## Work to complete
In the entries below, how many lines contain the string "Снежка"? Give the number by itself.

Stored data

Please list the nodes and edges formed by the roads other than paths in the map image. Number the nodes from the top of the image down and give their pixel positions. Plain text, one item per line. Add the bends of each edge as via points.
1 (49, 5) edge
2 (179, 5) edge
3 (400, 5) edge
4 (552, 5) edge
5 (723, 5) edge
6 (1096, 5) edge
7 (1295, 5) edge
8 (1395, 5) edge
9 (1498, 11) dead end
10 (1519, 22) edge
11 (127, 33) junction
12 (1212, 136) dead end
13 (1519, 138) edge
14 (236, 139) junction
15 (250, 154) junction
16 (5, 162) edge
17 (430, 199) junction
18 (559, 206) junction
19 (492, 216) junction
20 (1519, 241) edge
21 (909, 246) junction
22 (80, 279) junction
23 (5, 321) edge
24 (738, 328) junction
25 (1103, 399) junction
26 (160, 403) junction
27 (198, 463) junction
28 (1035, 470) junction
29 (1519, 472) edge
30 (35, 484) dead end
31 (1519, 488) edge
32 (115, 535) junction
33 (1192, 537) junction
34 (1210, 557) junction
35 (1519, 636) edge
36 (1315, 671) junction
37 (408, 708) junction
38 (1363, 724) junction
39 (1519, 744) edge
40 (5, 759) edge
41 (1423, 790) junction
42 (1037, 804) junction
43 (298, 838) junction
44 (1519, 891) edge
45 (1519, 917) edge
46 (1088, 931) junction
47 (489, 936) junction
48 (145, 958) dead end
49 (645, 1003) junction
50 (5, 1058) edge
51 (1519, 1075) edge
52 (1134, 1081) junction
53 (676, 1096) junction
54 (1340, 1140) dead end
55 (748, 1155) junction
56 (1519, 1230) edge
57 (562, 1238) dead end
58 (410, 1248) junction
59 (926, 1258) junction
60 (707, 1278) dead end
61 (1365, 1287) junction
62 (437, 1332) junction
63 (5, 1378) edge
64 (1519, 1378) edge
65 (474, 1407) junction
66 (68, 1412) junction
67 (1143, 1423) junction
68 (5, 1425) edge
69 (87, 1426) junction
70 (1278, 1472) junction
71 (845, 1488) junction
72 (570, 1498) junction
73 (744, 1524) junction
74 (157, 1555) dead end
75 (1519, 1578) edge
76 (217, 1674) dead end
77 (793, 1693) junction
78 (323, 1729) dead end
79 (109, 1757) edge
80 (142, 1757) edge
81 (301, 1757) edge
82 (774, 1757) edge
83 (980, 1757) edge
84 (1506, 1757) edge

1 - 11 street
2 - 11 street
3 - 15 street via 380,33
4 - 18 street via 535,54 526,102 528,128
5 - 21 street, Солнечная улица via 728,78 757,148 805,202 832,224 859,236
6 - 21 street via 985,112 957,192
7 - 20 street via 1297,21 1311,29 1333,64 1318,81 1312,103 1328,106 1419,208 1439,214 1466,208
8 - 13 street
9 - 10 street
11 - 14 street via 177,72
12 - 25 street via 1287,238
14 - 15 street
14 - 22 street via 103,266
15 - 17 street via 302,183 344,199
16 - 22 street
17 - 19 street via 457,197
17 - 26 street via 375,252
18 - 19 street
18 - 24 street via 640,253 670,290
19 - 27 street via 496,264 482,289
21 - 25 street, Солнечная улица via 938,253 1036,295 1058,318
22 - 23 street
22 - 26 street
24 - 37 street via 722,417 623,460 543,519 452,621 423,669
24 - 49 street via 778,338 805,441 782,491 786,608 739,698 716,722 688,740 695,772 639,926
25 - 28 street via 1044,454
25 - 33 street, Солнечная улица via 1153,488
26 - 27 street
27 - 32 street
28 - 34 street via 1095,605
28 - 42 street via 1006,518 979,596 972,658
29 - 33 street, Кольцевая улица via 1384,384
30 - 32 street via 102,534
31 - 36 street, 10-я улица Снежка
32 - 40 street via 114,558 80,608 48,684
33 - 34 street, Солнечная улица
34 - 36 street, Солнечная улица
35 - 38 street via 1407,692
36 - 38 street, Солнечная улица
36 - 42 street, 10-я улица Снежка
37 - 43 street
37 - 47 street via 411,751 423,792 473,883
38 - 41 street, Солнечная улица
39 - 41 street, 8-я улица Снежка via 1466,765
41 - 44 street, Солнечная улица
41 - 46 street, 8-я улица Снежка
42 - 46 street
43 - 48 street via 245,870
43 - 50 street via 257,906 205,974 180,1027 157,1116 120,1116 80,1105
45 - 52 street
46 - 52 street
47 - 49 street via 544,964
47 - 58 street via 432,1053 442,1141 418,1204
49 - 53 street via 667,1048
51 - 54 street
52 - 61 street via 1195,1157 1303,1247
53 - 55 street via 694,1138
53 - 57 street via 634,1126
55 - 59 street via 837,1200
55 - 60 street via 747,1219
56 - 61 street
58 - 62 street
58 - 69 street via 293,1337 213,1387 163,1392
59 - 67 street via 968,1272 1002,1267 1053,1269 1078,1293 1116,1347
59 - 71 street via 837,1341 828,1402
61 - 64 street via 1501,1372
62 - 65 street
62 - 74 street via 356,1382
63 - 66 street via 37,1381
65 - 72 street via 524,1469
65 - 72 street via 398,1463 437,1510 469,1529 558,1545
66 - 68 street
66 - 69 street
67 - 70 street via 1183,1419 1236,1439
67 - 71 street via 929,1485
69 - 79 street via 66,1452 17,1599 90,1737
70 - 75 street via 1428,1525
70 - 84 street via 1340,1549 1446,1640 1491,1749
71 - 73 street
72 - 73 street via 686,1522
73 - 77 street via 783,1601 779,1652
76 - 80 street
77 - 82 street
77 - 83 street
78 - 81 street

## Task solution
4